Thursday, September 18, 2008

Microsoft set to unveil Vista’s successor, Windows 7

The last Windows upgrade cycle left a long time between drinks. Windows XP hit shelves in October 2001. Then it was more than five years before Windows Vista succeeded it in January 2007. Now, Microsoft seems ready to step back to its former upgrade pace, which saw it release a revision of Windows every couple of years in pre-XP times.

To wit, the company today announced it will unveil new details about Vista’s successor, codenamed Windows 7, at its WinHEC developer conference November 5 to 7 in LA. At the same time, Microsoft will release Windows 7 code to third-party software developers – a key phase in the development of a new OS that shows Windows 7 is strongly in train.

With many large organisations yet to upgrade from XP, the relatively early emergence of Windows 7 raises the possibility that many will simply skip a generation, ignoring Vista altogether while they wait for the new OS.

If so, they should take a look at history. An apparently near-finished version of Vista was first unveiled in July 2005. But endless last minute tweaks, and niggles from US and EU antitrust agencies, meant the final version took more than 18 further months to emerge.

And Vista’s first service pack – a milestone many companies wait for before they upgrade, since it irons out bugs that bedevil early adopters – was only released in February this year.

This time around, some insiders are saying the reverse pattern will hold true.
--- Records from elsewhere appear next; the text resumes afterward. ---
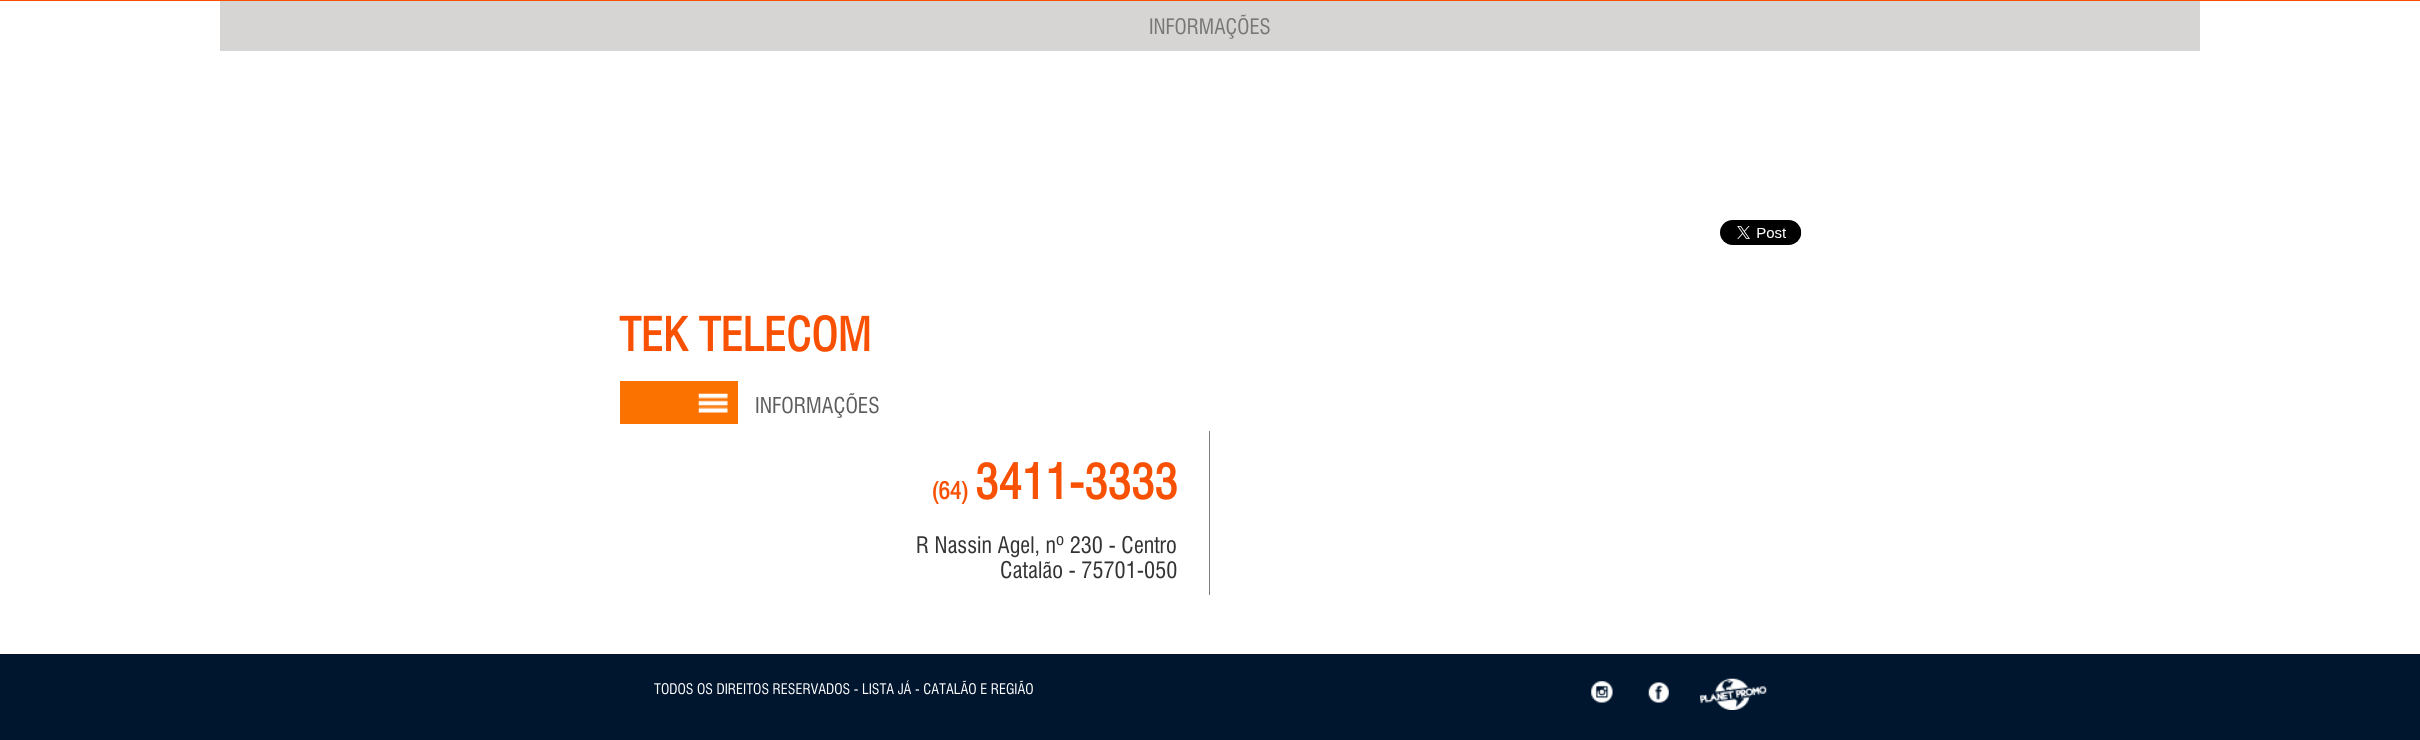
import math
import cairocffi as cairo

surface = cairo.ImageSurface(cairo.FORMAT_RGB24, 2420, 740)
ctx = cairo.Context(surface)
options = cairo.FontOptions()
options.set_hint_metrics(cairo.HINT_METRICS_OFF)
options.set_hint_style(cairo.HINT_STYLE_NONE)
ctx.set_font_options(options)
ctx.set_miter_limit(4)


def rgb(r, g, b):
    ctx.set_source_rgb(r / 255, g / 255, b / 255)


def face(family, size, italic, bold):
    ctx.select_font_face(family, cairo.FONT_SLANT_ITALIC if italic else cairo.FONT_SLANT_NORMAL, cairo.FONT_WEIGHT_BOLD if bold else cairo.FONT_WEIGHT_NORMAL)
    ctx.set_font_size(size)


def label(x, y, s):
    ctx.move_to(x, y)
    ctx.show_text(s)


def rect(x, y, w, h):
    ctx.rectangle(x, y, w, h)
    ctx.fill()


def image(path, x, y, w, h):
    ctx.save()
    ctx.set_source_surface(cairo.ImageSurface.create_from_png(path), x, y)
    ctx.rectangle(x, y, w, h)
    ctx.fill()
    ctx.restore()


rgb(255, 255, 255)
ctx.paint()
rgb(248, 81, 4)
rect(0, 0, 2420, 1)
rgb(214, 213, 211)
rect(220, 1, 1980, 50)
face('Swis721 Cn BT', 20.75, 0, 0)
rgb(119, 119, 119)
label(1149, 34, 'INFORMAÇÕES')
image('image0.png', 1720, 220, 82, 25)
face('Swis721 Cn BT', 45, 0, 1)
rgb(248, 81, 4)
label(619, 351, 'TEK TELECOM')
rgb(252, 114, 0)
rect(620, 381, 118, 43)
face('Swis721 Cn BT', 21.25, 0, 0)
rgb(94, 93, 93)
label(755, 413, 'INFORMAÇÕES')
image('image1.png', 698, 393, 30, 20)
rgb(125, 125, 125)
rect(1209, 431, 1, 164)
face('Swis721 Cn BT', 23, 0, 1)
rgb(248, 81, 4)
label(931, 499, '(64)')
face('Swis721 Cn BT', 47, 0, 1)
label(975, 499, '3411-3333')
face('Swis721 Cn BT', 22.25, 0, 0)
rgb(51, 51, 51)
label(916, 553, 'R Nassin Agel, nº 230 - Centro')
label(1000, 578, 'Catalão - 75701-050')
rgb(0, 21, 46)
rect(0, 654, 2420, 86)
face('Swis721 Cn BT', 14.2, 0, 0)
rgb(255, 255, 255)
label(654, 694, 'TODOS OS DIREITOS RESERVADOS - LISTA JÁ - CATALÃO E REGIÃO')
image('image2.png', 1591, 681, 22, 22)
image('image3.png', 1648, 682, 21, 21)
image('image4.png', 1700, 678, 67, 32)
surface.write_to_png('render.png')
Windows 7 is officially due in 2010, but Microsoft may actually push the date forward to next year, reacting to Google’s move to make its web browser, Chrome, a de facto Windows of the internet, housing its free, ad-supported Google Gears software (like Chrome, still in beta) which will compete against Microsoft’s Office cash cow.

While Vista is famously hardware-hungry, early, sketchy reports say Windows 7 will run on Vista-capable hardware. Support for a multi-touch touch-screen (similar to that used by the iPhone and Microsoft’s own table-top Surface computer, currently only available in the US) is another of the new features.

With compatible PC hardware, the technology will let a user draw onscreen with their fingers, or touch the screen to quickly flip through a slideshow, or push a map around a display.